Work to be completed:
The answer should be an exact copy of the lines from the line with "middle tip: (640, 673)" through the last line of the entries, and no other lines.

Data extract: Begin

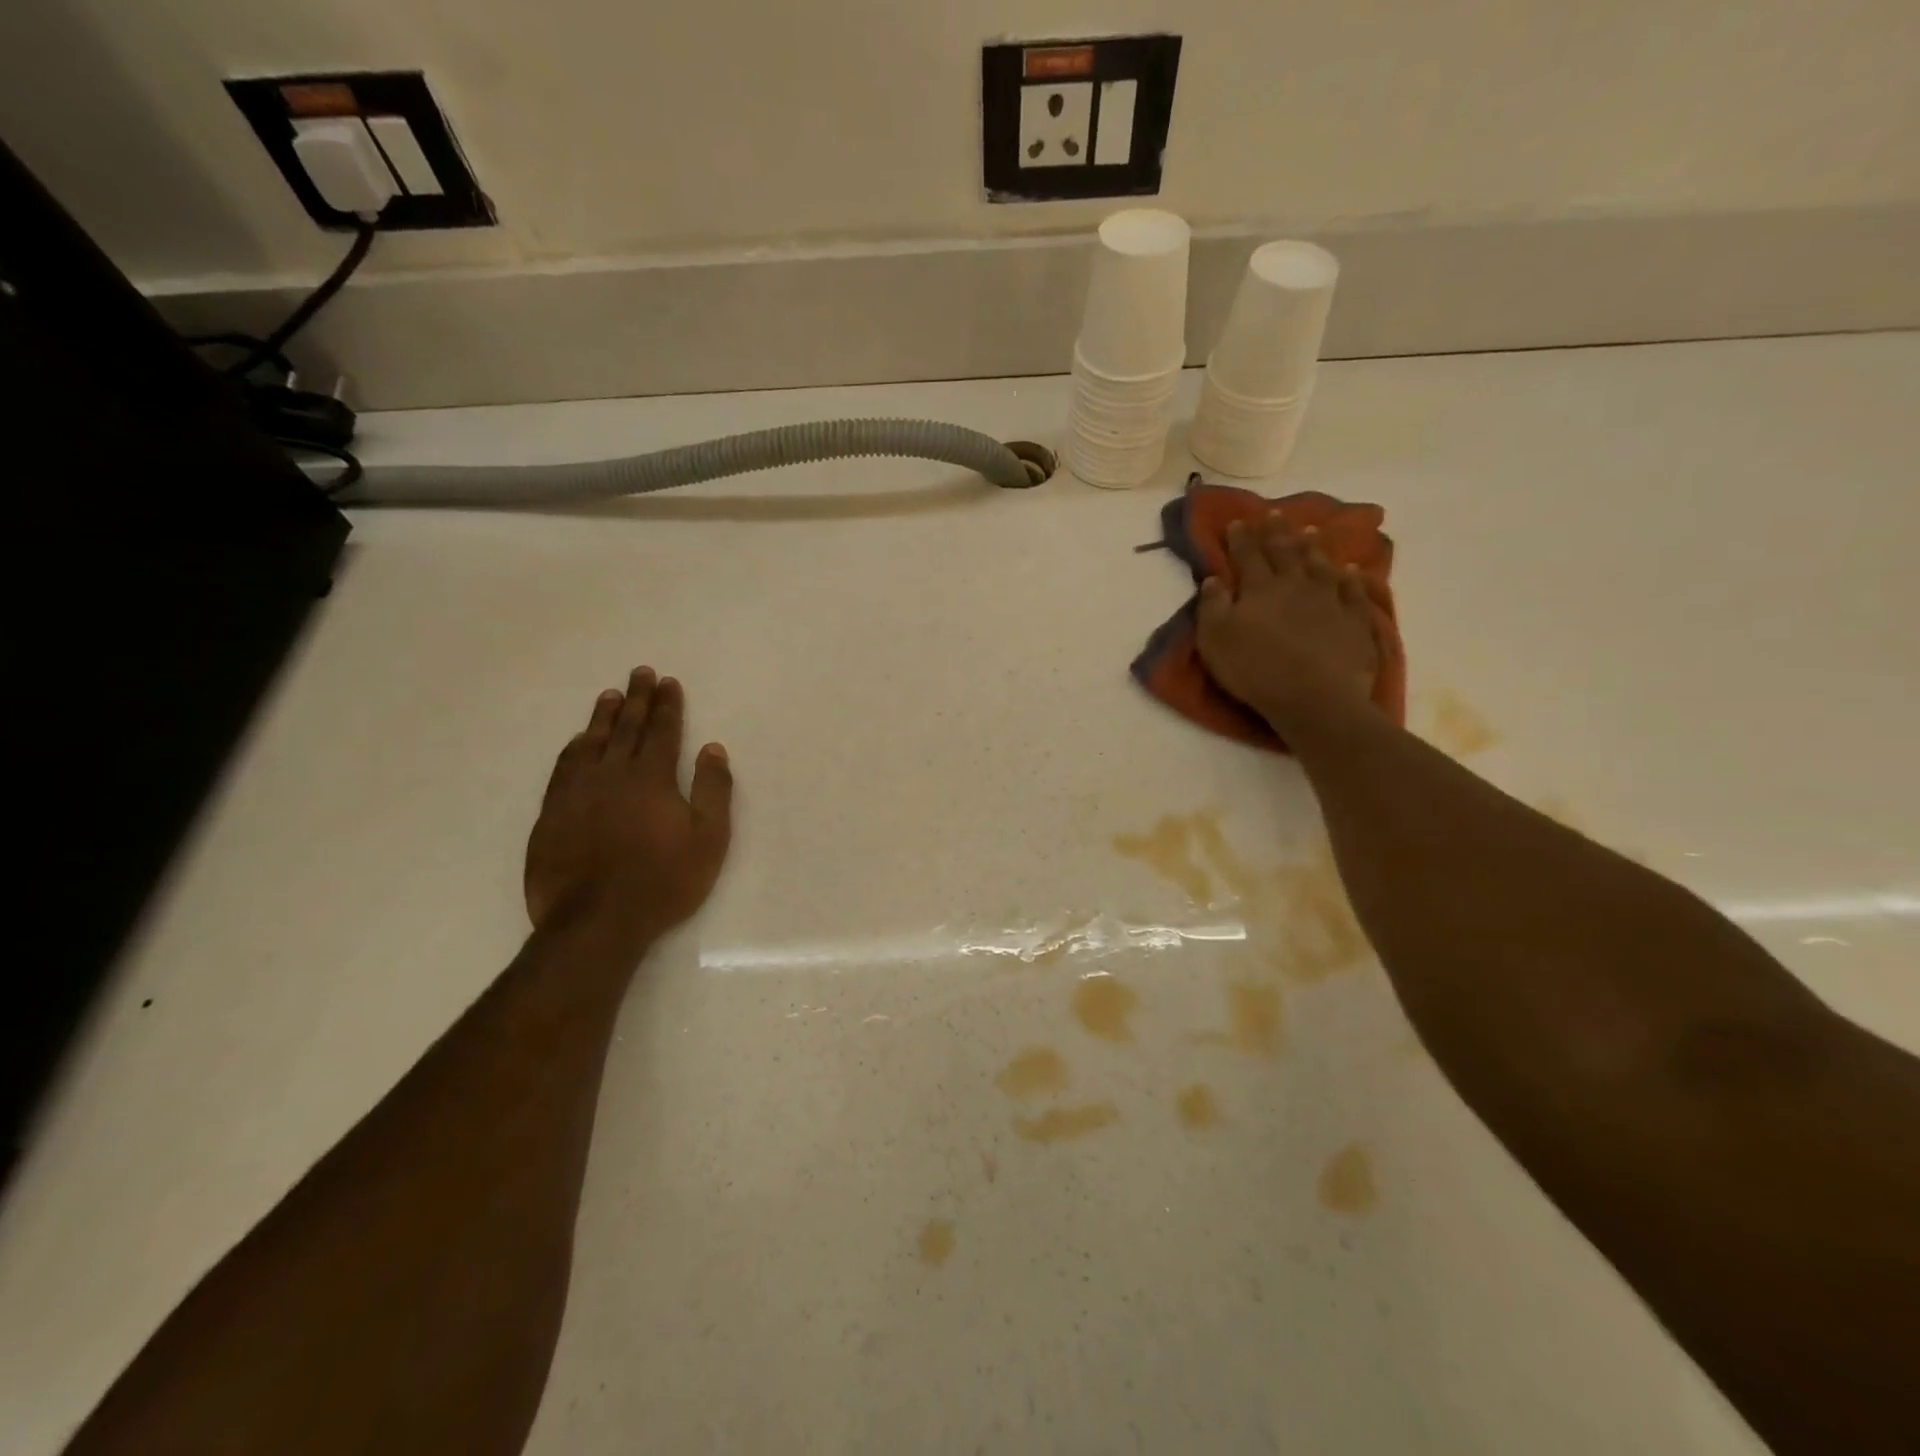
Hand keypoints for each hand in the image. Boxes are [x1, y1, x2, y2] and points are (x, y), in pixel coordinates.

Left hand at [525, 668, 732, 957]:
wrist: (597, 920)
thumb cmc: (664, 880)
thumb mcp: (708, 839)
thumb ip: (712, 790)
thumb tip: (713, 749)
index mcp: (652, 779)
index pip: (662, 732)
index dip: (667, 705)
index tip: (668, 682)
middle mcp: (612, 775)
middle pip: (626, 728)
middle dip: (637, 699)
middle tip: (640, 673)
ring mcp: (577, 793)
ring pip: (591, 743)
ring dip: (603, 717)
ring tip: (610, 695)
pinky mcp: (552, 814)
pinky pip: (564, 768)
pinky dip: (574, 748)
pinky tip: (578, 741)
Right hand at [1196, 518, 1381, 735]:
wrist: (1314, 696)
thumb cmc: (1255, 668)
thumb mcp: (1215, 639)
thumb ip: (1211, 606)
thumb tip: (1213, 579)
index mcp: (1260, 588)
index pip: (1248, 555)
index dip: (1241, 537)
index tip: (1238, 521)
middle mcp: (1296, 584)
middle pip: (1285, 551)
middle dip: (1277, 532)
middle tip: (1274, 514)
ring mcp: (1330, 600)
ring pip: (1321, 564)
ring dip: (1313, 546)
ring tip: (1310, 530)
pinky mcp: (1355, 620)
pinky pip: (1354, 591)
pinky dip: (1352, 577)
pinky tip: (1351, 568)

Data extract: End

Exercise answer:
middle tip: (640, 673)
ring mcp: (577, 793)
ring pip: (591, 743)
ring dip: (603, 717)
ring tip: (610, 695)
pinky mcp: (552, 814)
pinky pip: (564, 768)
pinky dip: (574, 748)
pinky tip: (578, 741)
Right hand at [1196, 518, 1381, 735]:
wrist: (1314, 696)
thumb cmc: (1255, 668)
thumb mcp: (1215, 639)
thumb ip: (1211, 606)
thumb tip: (1213, 579)
index mcp: (1260, 588)
index pip: (1248, 555)
index dip: (1241, 537)
index tip: (1238, 521)
middle mcp: (1296, 584)
middle pip: (1285, 551)
middle dip: (1277, 532)
middle tip: (1274, 514)
ring mcp: (1330, 600)
ring pip: (1321, 564)
ring dip: (1313, 546)
ring tip: (1310, 530)
pinky mcp: (1355, 620)
pinky pip: (1354, 591)
pinky dip: (1352, 577)
pinky tip: (1351, 568)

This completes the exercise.